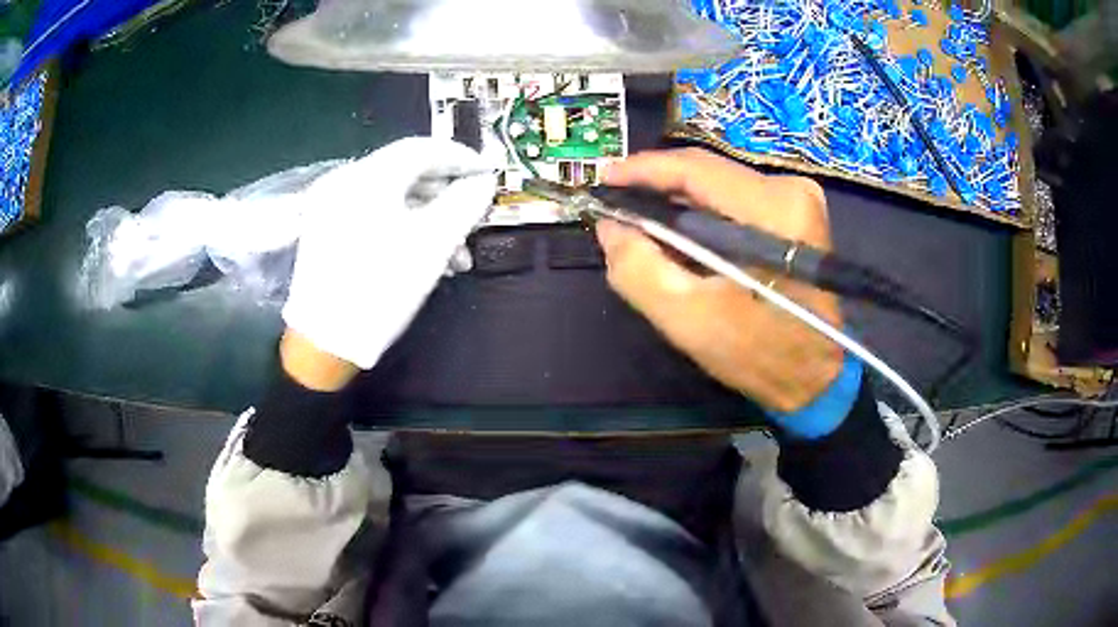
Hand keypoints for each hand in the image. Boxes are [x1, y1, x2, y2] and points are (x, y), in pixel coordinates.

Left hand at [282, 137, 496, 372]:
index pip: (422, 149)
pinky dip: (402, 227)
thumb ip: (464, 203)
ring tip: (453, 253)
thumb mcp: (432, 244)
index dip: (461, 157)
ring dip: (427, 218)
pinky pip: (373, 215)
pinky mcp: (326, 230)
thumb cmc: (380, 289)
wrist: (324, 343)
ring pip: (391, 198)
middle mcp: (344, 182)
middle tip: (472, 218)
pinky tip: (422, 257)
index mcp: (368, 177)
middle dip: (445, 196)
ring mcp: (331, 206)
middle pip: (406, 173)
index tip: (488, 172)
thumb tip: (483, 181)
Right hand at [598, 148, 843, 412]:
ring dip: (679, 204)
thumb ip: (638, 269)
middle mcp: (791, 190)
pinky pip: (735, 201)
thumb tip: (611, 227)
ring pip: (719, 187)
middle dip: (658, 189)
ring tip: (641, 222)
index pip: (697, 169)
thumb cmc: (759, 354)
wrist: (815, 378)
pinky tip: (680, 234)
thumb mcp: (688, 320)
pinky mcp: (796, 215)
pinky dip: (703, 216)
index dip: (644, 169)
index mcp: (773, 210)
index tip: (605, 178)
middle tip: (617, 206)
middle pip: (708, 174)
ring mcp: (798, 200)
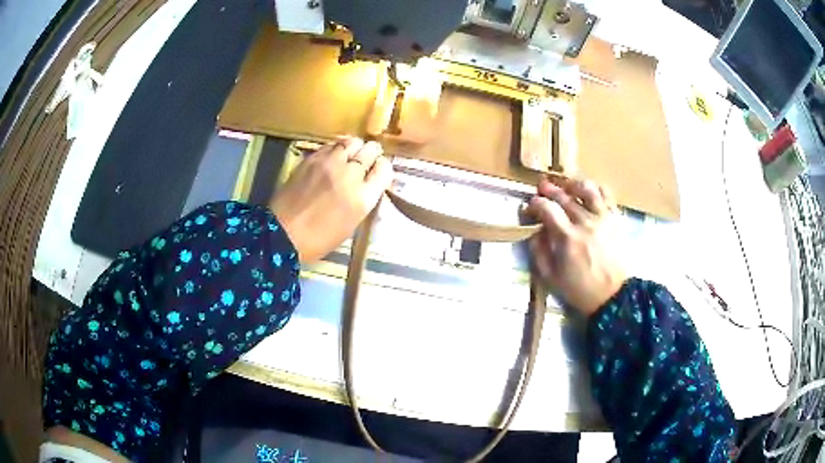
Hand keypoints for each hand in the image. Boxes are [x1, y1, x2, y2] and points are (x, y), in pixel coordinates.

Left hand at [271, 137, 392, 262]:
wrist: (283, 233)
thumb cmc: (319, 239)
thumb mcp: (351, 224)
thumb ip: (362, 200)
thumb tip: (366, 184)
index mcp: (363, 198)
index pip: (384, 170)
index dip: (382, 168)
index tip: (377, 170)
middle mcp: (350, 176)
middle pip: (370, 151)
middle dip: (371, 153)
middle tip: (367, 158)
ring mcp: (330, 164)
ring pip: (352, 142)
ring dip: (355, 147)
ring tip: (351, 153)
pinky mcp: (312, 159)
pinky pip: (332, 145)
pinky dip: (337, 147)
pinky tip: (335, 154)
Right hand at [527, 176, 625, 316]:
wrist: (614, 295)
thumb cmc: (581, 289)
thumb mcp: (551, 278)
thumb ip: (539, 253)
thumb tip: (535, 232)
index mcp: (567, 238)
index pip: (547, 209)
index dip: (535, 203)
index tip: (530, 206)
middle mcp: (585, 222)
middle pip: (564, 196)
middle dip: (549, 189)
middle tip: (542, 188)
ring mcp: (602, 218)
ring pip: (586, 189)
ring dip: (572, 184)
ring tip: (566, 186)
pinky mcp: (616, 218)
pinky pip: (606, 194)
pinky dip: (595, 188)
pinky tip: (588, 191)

...

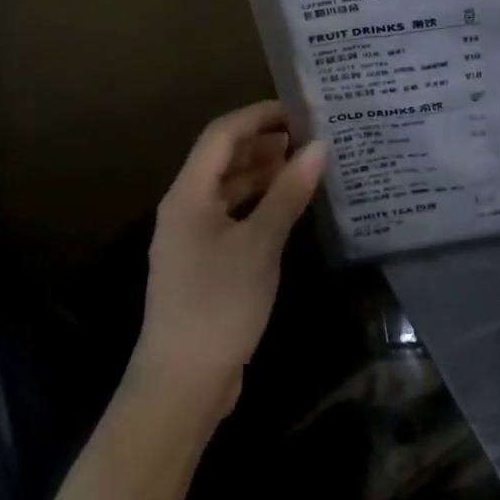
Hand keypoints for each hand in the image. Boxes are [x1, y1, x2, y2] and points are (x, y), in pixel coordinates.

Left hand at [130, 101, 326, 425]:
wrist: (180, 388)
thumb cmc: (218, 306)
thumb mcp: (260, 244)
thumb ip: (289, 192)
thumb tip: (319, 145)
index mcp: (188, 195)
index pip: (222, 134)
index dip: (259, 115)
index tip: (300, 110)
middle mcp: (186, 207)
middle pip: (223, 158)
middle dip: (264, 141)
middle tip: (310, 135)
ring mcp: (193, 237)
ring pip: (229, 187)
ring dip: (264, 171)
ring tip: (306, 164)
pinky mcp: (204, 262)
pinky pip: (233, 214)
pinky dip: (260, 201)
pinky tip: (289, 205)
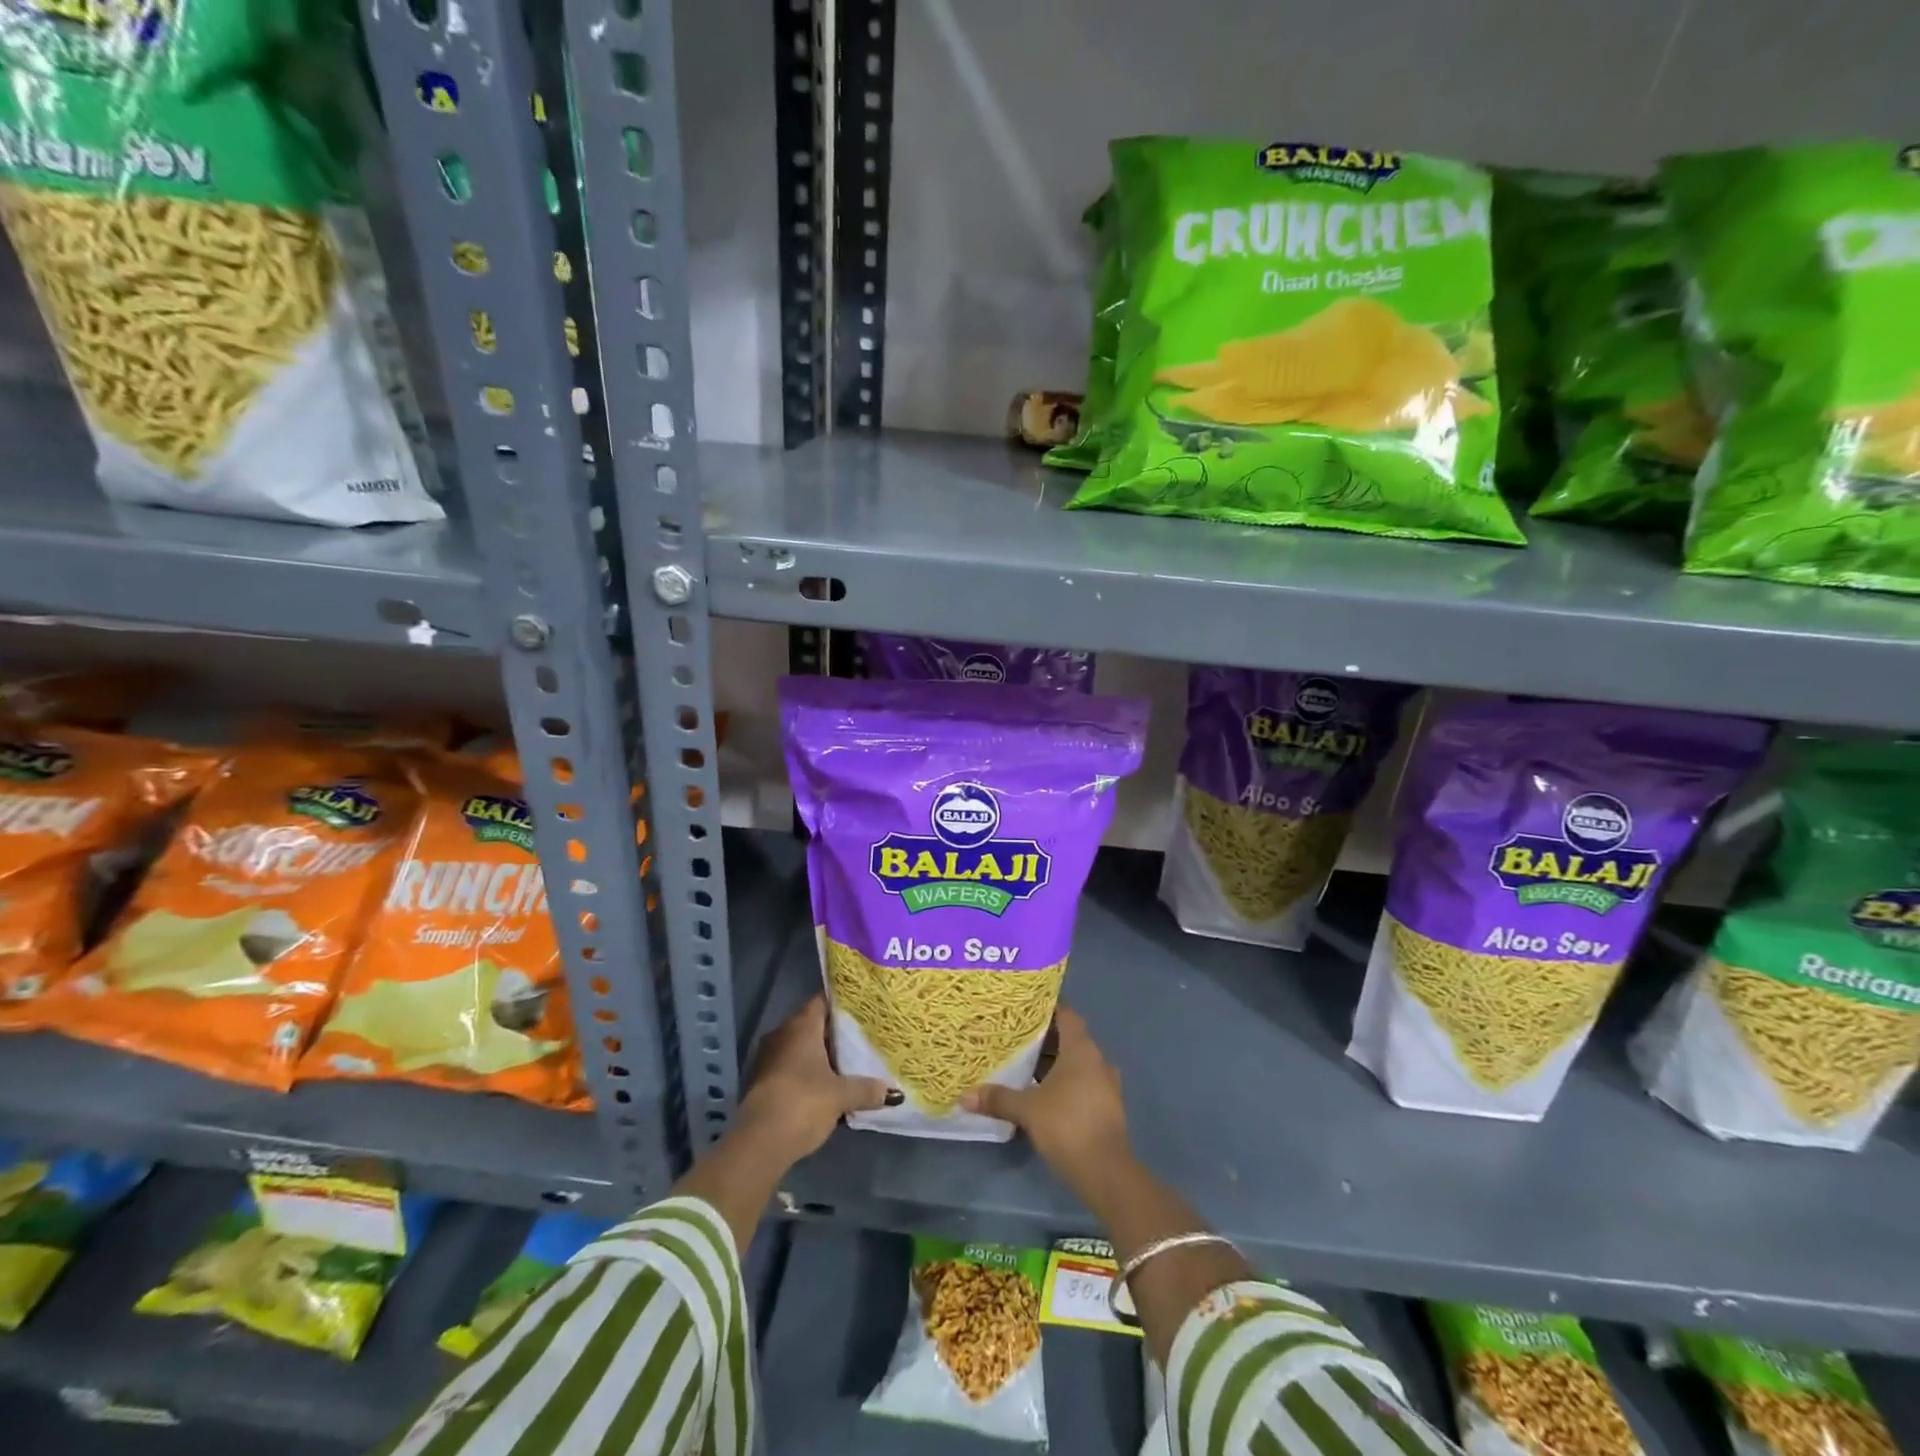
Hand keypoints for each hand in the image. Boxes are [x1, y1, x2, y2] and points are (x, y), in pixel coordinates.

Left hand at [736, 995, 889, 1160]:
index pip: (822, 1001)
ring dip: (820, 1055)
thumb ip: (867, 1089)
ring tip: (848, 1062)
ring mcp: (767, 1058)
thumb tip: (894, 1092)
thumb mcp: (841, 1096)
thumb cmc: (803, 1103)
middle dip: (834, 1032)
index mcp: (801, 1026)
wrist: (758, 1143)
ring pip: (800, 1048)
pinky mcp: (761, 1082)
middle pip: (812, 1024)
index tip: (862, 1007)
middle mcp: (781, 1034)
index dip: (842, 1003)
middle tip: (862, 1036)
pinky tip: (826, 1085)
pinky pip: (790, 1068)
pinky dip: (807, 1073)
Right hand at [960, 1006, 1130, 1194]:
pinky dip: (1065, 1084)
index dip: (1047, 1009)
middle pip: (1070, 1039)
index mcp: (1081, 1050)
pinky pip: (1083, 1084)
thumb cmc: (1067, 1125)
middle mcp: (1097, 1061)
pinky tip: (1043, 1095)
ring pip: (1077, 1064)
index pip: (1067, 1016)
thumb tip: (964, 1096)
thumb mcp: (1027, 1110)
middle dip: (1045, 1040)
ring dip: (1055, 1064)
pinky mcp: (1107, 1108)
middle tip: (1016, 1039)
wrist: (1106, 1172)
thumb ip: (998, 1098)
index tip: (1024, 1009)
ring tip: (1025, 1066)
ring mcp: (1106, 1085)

--

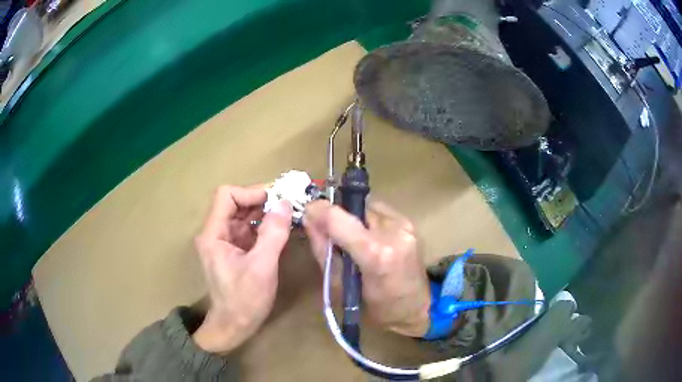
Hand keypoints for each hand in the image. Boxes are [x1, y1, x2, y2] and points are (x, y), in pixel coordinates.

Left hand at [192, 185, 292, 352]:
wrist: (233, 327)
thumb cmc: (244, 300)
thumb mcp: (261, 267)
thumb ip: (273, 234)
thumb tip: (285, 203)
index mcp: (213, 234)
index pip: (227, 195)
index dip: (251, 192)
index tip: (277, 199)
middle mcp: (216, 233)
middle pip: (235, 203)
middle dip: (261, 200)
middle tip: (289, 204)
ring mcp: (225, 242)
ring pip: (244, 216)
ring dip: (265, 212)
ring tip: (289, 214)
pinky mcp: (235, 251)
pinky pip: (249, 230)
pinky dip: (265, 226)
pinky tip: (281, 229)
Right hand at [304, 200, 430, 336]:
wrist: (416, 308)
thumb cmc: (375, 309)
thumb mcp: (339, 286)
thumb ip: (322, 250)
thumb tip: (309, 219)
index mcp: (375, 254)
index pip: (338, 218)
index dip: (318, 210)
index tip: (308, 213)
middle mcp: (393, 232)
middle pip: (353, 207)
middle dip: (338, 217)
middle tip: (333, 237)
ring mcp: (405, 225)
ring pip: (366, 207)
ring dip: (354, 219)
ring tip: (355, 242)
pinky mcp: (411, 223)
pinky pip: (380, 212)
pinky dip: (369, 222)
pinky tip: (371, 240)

(WHAT THIS TASK INVOLVES): Bring together all lines from the listing that contain the word "Left".

(YOUR RESPONSE):
Left hand at [282, 137, 496, 372]:
Left hand at [271, 137, 392, 262]:
Left hand at [130, 101, 326, 425]:
Left hand at [736, 995, 889, 1160]:
Left hand at [192, 185, 292, 352]:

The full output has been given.